Carbon Leaf chronology
| Shadows in the Banquet Hall (1997) | Ether~Electrified Porch Music (1999) | Echo Echo (2001) |

= Ether~Electrified Porch Music =

Ether-Electrified Porch Music is a studio album by the rock band Carbon Leaf.
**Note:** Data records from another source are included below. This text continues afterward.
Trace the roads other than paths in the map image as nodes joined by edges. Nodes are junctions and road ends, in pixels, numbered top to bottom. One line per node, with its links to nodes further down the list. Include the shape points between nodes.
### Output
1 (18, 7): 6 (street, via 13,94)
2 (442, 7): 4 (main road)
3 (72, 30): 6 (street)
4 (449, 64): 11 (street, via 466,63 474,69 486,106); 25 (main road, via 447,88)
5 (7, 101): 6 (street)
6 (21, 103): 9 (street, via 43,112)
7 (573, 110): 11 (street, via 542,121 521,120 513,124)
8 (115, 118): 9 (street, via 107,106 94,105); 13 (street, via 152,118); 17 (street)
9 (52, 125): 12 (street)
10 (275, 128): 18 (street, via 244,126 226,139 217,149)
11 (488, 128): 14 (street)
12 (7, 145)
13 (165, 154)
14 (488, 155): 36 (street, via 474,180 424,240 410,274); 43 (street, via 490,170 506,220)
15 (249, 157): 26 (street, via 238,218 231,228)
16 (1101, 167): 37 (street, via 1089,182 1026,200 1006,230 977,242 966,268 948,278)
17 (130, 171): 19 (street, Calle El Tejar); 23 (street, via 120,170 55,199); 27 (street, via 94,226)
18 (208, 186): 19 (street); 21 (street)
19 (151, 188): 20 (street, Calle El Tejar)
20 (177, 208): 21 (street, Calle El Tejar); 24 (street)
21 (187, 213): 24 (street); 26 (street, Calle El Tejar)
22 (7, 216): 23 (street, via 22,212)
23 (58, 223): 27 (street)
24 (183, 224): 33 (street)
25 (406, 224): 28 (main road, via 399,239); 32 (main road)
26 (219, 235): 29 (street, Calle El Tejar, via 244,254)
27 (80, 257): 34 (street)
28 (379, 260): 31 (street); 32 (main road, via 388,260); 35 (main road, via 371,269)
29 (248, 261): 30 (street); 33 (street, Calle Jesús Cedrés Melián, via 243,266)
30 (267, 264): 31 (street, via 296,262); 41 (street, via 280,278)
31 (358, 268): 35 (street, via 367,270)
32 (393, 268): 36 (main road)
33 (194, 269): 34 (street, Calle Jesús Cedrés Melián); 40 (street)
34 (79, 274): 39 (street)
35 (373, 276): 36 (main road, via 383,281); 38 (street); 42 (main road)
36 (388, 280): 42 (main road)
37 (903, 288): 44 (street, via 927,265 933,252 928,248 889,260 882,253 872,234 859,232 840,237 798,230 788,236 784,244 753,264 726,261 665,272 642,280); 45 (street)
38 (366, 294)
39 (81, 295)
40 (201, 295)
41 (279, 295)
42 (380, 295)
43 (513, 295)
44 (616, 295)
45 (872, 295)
It was released in 1999 on the band's own label, Constant Ivy Records.

Professional ratings
Review scores
| Source | Rating |
| AllMusic |  |

==Critical reception==
The Columbus Dispatch wrote that "Celtic sounds—tin whistle, bodhran, bagpipes—are just part of the mix, but the real focus is gently pleasing rock songs."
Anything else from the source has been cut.